Benteen hasn’t achieved those honors yet, but Lovett’s confident it will get there.
“I feel like over time as our achievement continues to improve, that we will hopefully reach that designation,” he says.
A new chapter
Meanwhile, Benteen has made other changes that Lovett hopes will help boost achievement. Under his leadership, Beenteen has become an International Baccalaureate school, meaning it teaches a rigorous global curriculum.
“We’re basically teaching the kids how to be worldly thinkers, how the world works, how we organize ourselves, with the government and our different systems that we put in place,” says Kai Jackson, who teaches second and fourth grades. “I think that’s very beneficial for the students too because they get to have a more worldly view of what the world is, versus [being] in their little cocoons.”
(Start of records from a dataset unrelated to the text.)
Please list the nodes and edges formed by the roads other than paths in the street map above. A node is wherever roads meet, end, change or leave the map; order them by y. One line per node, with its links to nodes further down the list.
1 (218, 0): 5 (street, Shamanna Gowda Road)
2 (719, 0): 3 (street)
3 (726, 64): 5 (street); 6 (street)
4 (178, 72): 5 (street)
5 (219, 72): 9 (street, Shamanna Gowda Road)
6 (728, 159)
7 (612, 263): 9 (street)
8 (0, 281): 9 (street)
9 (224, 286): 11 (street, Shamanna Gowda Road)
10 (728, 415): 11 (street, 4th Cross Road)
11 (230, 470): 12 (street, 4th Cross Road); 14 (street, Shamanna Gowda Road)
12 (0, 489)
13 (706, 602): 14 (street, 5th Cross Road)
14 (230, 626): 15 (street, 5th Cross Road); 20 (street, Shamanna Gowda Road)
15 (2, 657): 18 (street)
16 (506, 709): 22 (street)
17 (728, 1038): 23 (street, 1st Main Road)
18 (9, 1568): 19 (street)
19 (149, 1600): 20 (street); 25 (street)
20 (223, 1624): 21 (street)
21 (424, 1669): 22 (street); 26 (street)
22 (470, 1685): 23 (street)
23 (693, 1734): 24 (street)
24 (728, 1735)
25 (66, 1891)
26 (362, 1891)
Jackson teaches in the school’s Dual Language Immersion (DLI) program. Students who participate spend half of their day learning in English and the other half in Spanish. The program is part of Lovett’s long-term vision for Benteen. Thirty percent of the school’s students are Latino. In 2017, Lovett said he wanted to hire more Latino teachers. Now he has at least eight native Spanish-speaking teachers representing countries like Colombia, Venezuela and Mexico.
“It is absolutely super-important for kids in the school community to see people who work in the school look like them,” says Ronn Nozoe, the National Association of Secondary School Principals CEO. “[One reason] is so kids can envision themselves in these other roles, ‘I can literally be anything I want to be.’ They have to see themselves in order for that to be true.”
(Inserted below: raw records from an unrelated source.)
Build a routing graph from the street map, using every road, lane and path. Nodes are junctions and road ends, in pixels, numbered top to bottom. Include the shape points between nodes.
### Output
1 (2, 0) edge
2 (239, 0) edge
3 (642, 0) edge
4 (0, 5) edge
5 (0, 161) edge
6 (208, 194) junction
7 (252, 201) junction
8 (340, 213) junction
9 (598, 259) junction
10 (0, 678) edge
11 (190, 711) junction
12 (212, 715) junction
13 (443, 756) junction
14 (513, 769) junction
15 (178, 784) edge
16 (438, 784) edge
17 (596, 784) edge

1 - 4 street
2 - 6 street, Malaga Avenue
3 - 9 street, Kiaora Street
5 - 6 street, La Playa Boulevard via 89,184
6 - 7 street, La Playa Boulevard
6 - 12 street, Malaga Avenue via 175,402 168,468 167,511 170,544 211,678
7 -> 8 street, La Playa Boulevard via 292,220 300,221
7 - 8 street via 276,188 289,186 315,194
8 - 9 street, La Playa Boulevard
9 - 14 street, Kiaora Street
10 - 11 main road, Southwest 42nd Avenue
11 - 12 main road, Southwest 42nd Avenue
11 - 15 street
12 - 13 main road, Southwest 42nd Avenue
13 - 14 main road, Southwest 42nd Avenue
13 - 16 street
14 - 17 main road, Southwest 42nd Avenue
In 2017, we spoke with first-grade teacher Angela Wilder who described Lovett as “supportive.” We wanted to see what she thinks four years and one pandemic later.
“Nobody’s perfect,” she says now. “But he’s learning and he’s doing a great job. He’s a leader. He shows empathy, compassion. He shows equity. He does it all. He’s amazing. I love my principal.”
Assistant Principal Christian Padgett says Lovett has a way with people.
“I’m a very straightforward person,” he says. “I’m the person that can be like, ‘We need to make sure things are very done systematically,’ and making sure that we are task focused, but sometimes in that you can lose sight of people. So, he has [reminded] me of that.”
“Sometimes the job can be so overwhelming and … you feel like, ‘Oh my God, I was awful today.’ It’s okay to acknowledge that maybe the circumstances got the better of you today, but you have a fresh chance tomorrow.”
Andrew Lovett, principal of Benteen Elementary School
Going the distance
Research shows for school leaders to really make a difference they need to stay for more than a few years. Often, talented principals are promoted to administrative positions. But Lovett, who was recently awarded a prestigious Cahn fellowship, says he plans to stay at Benteen.
“I probably would miss an opportunity to see the harvest for what I planted for the last six, seven years,” he says. “So, I plan to stay around longer if they’ll have me.”
Next year, when Benteen moves back into its renovated building, Lovett plans to keep focusing on increasing enrollment and achievement. It’s a heavy lift. He and his staff have worked through a pandemic to keep kids, parents and teachers engaged. Lovett admits the job can take a toll.
“There are some time[s] when the job can be so overwhelming and a lot happening and you feel like, ‘Oh my God. I was awful today,’” he says. “It’s okay to acknowledge that … maybe the circumstances got the better of you today, but you have a fresh chance tomorrow.”
To stay motivated he often repeats a quote he once read.
“On your worst day, you’re someone’s best principal,” he says.
A note of disclosure: The Atlanta Board of Education holds WABE’s broadcast license.